Objective To observe the effects and safety of intercalated combination of recombinant human endostatin（endostar） and cisplatin by intraperitoneal injection in mice model bearing tumor ascite. Methods The tumor ascites model were established with hepatocellular carcinoma H22 cell lines by intraperitoneal injection. One hundred and twenty ICR mice were randomly assigned into 4 groups： control group（normal saline d1-d10）， endostar group（endostar 8mg／kg，d1-d5， d7-d10； normal saline d6）， cisplatin group（cisplatin 0.04mg／kg，d6； normal saline d1-d5, d7-d10） and combined group（endostar 8mg／kg， d1-d5, d7-d10；cisplatin 0.04mg／kg，d6）. Body weight， volume of ascites， the number of tumor cells and red cells were measured. The peritoneum permeability assay， blood routine， liver function and renal function were tested in each group respectively. Implantation metastasis of tumor was observed in abdominal cavity of mice. Apoptosis of tumor cells in the ascites fluid were detected by flow cytometry. Survival time of each mouse was recorded.
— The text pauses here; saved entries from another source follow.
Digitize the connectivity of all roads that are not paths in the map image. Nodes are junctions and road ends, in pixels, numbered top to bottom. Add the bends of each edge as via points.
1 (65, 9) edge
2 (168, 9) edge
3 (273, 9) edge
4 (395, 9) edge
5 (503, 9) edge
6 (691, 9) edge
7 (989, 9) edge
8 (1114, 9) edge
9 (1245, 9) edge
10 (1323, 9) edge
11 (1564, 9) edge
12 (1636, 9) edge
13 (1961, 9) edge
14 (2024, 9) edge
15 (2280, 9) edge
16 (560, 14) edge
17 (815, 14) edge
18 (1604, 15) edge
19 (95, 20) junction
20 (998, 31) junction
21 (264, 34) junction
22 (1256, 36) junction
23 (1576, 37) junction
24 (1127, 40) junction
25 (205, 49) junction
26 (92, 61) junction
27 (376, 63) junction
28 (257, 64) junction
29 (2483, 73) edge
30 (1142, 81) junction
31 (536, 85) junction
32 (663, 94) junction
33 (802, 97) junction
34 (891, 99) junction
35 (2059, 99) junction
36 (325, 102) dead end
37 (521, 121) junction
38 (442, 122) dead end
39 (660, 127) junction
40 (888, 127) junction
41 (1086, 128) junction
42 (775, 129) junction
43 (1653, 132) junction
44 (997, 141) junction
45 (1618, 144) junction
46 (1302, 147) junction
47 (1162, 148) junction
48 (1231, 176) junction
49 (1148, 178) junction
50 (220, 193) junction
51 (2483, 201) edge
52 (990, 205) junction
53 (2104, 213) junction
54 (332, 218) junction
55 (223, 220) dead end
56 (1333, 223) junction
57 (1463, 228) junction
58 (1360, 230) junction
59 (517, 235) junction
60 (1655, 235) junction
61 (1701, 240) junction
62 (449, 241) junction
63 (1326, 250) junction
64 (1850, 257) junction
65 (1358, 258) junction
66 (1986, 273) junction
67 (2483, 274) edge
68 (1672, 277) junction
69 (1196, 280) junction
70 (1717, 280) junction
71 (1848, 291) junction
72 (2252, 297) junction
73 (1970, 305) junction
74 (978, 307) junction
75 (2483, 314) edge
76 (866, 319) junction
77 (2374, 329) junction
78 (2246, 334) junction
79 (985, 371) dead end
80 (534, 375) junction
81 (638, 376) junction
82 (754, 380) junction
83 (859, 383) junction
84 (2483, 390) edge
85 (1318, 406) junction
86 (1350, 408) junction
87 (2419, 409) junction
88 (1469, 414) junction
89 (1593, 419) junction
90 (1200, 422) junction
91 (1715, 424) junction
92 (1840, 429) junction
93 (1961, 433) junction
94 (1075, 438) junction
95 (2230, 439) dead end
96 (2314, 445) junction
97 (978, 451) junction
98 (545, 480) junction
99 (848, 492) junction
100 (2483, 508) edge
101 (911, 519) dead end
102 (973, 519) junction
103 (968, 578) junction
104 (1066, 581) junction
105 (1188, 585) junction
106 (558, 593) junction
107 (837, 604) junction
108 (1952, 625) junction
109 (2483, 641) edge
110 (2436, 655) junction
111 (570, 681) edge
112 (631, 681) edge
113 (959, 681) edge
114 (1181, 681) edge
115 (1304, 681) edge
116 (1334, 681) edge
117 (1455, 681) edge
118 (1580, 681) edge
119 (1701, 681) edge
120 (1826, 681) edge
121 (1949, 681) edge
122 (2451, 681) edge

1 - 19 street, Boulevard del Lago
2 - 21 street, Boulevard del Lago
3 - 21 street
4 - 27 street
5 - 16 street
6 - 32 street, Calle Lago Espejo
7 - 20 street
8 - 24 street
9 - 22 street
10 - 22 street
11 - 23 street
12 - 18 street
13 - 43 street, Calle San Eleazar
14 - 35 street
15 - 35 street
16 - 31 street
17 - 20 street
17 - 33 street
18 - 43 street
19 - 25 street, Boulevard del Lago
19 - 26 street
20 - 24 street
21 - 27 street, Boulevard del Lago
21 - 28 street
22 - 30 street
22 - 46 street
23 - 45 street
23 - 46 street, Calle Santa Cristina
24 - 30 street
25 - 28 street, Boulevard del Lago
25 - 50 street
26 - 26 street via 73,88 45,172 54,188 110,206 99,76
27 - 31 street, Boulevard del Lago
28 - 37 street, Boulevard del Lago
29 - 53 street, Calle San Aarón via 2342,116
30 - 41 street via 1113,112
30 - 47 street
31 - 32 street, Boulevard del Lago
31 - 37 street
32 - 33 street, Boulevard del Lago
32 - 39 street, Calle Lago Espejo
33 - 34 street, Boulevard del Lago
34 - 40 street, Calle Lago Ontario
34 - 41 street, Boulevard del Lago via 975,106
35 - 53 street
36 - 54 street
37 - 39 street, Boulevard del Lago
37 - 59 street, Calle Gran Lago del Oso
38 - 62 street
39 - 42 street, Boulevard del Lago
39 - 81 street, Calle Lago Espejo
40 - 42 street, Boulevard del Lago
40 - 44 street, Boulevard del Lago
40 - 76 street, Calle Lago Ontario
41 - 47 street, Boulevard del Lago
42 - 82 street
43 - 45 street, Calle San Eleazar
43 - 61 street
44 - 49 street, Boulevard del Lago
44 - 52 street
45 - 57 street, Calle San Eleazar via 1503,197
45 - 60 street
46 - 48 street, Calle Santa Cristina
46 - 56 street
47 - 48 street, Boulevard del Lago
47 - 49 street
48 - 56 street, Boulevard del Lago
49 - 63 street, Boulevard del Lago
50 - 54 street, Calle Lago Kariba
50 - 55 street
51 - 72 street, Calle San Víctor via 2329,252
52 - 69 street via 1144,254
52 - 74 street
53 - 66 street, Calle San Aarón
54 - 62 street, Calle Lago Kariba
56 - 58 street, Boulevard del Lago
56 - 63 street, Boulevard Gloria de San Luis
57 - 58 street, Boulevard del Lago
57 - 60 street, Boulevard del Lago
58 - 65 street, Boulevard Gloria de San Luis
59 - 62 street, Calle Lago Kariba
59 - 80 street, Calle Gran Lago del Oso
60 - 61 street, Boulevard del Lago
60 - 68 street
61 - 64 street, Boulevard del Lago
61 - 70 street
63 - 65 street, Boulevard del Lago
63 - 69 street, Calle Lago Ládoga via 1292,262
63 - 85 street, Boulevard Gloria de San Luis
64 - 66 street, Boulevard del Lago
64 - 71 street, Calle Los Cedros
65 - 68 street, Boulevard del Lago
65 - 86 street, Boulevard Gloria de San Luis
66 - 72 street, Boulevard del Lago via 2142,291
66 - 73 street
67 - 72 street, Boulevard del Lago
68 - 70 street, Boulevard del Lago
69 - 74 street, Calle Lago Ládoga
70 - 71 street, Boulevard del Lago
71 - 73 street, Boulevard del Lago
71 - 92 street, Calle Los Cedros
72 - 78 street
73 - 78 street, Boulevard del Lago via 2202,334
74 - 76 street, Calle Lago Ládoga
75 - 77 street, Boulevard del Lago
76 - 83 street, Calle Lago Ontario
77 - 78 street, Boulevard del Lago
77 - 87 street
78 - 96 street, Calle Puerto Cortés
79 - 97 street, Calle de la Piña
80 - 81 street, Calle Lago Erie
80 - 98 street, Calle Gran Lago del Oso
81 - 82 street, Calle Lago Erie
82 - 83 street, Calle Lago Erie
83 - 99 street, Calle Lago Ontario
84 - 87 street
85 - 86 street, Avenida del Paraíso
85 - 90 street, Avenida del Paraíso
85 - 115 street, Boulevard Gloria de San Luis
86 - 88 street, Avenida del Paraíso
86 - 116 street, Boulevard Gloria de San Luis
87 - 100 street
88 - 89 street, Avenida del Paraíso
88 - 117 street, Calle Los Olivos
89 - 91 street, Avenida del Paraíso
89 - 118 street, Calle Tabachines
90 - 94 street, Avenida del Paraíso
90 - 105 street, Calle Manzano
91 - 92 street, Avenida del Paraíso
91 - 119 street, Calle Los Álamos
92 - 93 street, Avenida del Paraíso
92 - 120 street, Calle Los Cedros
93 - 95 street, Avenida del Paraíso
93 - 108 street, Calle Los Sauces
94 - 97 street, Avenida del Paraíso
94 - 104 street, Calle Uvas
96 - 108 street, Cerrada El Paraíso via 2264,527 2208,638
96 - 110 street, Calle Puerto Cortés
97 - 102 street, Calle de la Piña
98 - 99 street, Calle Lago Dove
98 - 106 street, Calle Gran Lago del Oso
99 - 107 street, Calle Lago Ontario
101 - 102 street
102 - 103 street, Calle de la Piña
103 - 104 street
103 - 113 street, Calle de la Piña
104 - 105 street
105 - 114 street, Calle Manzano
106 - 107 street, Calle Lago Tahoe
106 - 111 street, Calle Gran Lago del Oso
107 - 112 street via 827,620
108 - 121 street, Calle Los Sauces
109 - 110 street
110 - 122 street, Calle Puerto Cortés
Results Compared with the control group， endostar group， cisplatin group and combined group could inhibit ascites accumulation， reduce the counts of tumor cells and red cells in the ascites fluid and tumor burden of abdominal cavity， as well as prolonging survival of mice（P＜0.05）. In those above items， combined group showed statistic significance compared with endostar group and cisplatin group（P＜0.05）. Combined group significantly increased apoptosis of tumor cells compared with control group and endostar group（P＜0.05）， but showed no difference with cisplatin group（P＞0.05）. Combined group obviously inhibited the peritoneum permeability compared with control group and cisplatin group（P＜0.05）， but showed no difference with endostar group（P＞0.05）. Peritoneal metastasis and weight gain were less in combined group compared with the other 3 groups. Blood routine， liver function and renal function of the each group were normal. Conclusion The intercalated combination of endostar and cisplatin by intraperitoneal injection treating H22 mice bearing tumor ascite has ideal effect and safety.